[DATA SHOWN Boundary: Start]
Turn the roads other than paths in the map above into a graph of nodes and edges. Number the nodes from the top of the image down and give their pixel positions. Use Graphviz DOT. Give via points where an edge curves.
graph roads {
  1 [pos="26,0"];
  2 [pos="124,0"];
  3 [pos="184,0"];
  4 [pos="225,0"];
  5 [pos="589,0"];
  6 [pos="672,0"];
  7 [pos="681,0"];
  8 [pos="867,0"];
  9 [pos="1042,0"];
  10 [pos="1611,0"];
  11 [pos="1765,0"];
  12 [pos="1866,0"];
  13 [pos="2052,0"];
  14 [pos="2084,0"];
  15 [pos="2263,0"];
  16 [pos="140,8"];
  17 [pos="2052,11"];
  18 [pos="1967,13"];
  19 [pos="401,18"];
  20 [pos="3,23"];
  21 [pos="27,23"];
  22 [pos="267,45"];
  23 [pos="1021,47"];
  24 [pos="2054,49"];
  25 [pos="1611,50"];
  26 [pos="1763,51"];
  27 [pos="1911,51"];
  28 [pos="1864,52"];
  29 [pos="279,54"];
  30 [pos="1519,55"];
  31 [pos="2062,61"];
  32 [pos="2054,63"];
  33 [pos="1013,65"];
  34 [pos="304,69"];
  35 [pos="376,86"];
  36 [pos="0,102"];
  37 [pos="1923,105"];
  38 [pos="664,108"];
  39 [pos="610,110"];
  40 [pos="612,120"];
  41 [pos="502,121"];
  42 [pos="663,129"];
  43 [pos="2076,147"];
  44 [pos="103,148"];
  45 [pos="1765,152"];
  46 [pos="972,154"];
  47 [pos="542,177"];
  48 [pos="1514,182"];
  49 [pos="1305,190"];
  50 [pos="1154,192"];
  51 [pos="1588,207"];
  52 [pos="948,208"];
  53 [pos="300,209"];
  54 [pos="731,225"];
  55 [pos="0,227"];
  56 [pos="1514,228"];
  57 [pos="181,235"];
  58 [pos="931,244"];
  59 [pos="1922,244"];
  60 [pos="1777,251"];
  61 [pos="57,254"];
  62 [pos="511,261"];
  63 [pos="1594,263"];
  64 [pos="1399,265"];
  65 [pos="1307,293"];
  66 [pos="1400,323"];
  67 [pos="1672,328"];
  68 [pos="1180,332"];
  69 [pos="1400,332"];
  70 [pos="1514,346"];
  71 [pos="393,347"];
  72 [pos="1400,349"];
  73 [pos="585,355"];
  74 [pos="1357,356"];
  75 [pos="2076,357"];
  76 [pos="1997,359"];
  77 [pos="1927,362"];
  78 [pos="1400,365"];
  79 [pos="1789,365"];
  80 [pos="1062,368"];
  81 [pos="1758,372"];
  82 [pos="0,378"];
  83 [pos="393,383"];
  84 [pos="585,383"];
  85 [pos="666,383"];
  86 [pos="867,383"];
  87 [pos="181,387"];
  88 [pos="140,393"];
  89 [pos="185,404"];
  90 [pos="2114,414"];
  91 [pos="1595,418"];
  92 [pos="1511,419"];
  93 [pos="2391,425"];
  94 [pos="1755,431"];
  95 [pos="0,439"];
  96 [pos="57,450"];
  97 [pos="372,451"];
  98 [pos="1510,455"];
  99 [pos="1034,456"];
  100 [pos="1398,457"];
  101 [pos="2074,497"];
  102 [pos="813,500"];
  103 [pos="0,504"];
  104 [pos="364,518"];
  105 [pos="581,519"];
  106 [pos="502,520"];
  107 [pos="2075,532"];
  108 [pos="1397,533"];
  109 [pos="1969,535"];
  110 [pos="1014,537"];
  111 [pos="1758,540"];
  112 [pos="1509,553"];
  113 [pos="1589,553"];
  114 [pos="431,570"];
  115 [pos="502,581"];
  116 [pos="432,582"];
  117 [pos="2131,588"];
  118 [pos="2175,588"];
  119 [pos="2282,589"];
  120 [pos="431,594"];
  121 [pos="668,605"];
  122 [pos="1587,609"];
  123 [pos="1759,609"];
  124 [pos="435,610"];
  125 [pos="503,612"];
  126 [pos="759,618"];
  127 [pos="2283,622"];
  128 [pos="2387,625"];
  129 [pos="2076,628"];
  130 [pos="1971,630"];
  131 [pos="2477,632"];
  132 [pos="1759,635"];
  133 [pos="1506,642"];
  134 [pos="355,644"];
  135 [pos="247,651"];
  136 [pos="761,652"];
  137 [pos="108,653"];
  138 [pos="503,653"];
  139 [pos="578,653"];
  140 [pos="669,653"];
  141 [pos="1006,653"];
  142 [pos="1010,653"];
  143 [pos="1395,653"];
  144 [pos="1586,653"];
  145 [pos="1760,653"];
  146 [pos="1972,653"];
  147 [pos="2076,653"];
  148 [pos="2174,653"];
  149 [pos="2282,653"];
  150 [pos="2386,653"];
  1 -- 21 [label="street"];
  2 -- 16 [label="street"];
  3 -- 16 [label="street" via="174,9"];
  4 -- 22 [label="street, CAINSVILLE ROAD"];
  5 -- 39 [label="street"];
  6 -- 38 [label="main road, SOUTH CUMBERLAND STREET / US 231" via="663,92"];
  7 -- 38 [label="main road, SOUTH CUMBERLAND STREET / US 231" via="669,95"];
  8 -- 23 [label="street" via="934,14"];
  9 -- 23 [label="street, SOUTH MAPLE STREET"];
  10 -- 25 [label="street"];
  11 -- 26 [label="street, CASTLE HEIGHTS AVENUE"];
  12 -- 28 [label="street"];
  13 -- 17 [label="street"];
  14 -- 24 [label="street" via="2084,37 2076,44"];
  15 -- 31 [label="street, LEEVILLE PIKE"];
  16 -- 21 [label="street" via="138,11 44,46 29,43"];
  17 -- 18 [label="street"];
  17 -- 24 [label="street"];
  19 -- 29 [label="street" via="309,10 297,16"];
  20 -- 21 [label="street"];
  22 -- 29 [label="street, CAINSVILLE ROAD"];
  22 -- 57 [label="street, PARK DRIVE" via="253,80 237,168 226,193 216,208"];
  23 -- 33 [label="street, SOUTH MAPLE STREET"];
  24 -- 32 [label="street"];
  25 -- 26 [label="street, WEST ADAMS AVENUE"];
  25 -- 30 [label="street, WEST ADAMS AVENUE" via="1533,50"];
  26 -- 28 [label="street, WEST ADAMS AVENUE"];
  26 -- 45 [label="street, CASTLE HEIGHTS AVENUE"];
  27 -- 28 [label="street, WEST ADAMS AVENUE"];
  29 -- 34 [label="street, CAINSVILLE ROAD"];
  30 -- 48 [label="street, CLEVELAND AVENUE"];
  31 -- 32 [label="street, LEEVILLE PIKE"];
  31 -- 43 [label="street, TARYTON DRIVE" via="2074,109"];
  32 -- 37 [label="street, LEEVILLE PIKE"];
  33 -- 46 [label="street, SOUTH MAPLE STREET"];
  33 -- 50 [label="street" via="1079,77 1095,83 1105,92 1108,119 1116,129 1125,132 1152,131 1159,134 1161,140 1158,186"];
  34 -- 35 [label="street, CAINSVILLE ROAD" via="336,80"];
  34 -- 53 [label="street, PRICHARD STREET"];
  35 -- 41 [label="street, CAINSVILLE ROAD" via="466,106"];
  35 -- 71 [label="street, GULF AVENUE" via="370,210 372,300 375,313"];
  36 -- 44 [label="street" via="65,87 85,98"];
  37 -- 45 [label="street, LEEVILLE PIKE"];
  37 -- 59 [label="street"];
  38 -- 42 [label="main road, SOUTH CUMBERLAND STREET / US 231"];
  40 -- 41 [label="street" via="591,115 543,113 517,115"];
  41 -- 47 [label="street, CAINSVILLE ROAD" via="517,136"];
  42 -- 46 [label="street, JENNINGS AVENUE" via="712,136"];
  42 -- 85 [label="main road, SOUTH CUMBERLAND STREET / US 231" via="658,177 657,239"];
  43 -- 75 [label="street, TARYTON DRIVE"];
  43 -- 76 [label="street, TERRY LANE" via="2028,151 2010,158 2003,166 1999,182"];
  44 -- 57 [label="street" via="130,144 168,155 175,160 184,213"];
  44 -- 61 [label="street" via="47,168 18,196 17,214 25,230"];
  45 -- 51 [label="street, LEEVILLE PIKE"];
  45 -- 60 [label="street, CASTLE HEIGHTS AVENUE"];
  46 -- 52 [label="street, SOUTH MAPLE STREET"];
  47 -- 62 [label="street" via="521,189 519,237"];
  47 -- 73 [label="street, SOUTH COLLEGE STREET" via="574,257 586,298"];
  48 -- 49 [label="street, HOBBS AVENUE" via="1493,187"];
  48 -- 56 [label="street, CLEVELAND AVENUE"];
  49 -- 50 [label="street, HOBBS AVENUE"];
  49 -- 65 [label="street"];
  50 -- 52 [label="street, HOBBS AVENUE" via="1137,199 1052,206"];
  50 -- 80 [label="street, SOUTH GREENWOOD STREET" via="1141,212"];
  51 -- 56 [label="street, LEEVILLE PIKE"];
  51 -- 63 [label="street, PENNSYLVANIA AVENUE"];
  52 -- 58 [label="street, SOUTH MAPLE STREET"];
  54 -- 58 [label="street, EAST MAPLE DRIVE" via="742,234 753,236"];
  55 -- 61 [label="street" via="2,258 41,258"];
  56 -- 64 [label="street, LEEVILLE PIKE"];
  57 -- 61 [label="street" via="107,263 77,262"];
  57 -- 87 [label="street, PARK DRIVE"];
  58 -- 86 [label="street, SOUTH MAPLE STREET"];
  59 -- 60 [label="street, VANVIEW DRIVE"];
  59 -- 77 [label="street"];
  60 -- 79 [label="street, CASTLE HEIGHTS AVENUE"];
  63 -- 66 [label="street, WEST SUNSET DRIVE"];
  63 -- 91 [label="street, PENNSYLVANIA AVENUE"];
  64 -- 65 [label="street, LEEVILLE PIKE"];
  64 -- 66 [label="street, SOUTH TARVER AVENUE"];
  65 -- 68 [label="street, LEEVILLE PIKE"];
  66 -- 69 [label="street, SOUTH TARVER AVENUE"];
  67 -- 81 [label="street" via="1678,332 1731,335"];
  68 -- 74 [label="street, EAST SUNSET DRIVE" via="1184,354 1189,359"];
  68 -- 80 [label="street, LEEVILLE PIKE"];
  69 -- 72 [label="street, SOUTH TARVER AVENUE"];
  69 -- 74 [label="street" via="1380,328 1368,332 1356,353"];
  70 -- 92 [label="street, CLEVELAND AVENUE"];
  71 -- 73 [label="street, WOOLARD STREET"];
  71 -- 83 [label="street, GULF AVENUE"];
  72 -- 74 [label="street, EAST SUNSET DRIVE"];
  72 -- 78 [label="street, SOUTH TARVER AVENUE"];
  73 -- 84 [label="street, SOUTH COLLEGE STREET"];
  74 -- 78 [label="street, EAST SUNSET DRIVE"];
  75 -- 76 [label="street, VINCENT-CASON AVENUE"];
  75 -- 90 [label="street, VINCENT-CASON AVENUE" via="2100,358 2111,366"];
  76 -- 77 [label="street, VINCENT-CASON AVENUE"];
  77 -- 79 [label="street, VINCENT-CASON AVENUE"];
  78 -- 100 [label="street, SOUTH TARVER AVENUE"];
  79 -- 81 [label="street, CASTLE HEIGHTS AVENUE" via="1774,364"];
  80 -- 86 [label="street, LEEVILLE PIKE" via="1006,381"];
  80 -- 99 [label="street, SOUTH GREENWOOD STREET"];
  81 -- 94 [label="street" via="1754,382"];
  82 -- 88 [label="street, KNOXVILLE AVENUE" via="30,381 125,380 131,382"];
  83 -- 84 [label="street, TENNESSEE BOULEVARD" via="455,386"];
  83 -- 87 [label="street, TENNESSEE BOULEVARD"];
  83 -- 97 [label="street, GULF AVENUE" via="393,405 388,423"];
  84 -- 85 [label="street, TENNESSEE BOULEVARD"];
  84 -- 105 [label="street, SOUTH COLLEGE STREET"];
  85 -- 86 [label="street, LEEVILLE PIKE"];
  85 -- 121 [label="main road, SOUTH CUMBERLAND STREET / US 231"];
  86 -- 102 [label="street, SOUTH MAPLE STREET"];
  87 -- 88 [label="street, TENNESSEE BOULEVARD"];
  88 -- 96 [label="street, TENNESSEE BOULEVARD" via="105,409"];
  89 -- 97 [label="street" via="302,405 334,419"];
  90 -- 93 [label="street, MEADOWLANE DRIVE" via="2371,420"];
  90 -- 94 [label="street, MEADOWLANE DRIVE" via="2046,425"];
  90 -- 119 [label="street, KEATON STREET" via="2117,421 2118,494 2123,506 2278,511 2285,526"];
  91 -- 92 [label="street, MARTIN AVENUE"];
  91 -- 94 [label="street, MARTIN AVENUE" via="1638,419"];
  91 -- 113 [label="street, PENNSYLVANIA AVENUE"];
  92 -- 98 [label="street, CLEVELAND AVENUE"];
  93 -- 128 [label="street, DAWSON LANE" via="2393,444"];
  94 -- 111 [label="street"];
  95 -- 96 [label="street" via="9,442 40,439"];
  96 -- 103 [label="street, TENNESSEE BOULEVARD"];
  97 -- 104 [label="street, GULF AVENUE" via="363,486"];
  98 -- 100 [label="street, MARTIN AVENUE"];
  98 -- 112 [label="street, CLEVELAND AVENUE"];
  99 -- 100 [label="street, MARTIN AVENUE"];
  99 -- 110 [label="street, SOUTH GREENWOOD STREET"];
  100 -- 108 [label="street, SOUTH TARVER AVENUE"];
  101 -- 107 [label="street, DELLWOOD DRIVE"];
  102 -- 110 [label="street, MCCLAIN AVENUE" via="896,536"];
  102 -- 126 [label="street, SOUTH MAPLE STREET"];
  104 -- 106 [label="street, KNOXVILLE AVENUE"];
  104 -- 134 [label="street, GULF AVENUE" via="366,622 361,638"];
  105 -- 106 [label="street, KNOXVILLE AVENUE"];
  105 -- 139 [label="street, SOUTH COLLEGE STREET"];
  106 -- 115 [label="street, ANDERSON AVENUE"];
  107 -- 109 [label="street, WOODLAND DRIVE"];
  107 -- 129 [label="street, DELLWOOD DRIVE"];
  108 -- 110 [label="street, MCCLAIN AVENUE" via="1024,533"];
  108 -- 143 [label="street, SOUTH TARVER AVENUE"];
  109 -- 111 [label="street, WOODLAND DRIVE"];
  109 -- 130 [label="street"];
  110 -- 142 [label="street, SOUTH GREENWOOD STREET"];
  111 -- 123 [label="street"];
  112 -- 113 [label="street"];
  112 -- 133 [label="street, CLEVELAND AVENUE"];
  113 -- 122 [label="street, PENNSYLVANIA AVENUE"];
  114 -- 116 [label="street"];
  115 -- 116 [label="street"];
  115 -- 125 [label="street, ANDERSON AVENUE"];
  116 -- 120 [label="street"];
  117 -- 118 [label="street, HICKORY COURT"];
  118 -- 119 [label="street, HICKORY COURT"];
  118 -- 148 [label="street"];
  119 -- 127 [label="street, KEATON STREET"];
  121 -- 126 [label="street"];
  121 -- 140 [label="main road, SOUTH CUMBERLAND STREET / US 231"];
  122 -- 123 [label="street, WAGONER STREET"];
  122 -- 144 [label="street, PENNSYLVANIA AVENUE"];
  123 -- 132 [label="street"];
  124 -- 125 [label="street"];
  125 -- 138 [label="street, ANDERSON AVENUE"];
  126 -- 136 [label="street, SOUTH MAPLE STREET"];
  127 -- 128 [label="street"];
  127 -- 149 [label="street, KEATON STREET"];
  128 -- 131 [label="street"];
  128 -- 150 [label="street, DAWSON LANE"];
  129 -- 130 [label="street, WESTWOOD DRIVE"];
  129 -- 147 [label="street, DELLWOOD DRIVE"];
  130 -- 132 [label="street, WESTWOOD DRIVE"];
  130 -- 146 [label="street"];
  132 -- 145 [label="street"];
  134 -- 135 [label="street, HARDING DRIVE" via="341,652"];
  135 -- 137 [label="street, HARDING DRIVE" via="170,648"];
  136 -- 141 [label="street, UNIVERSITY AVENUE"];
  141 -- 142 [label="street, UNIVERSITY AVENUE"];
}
[DATA SHOWN Boundary: End]
> **ACTIVITY**: Go through the records line by line and count those containing the string "HICKORY". Give only the total.

> **RESULT OF THIS TASK**: 2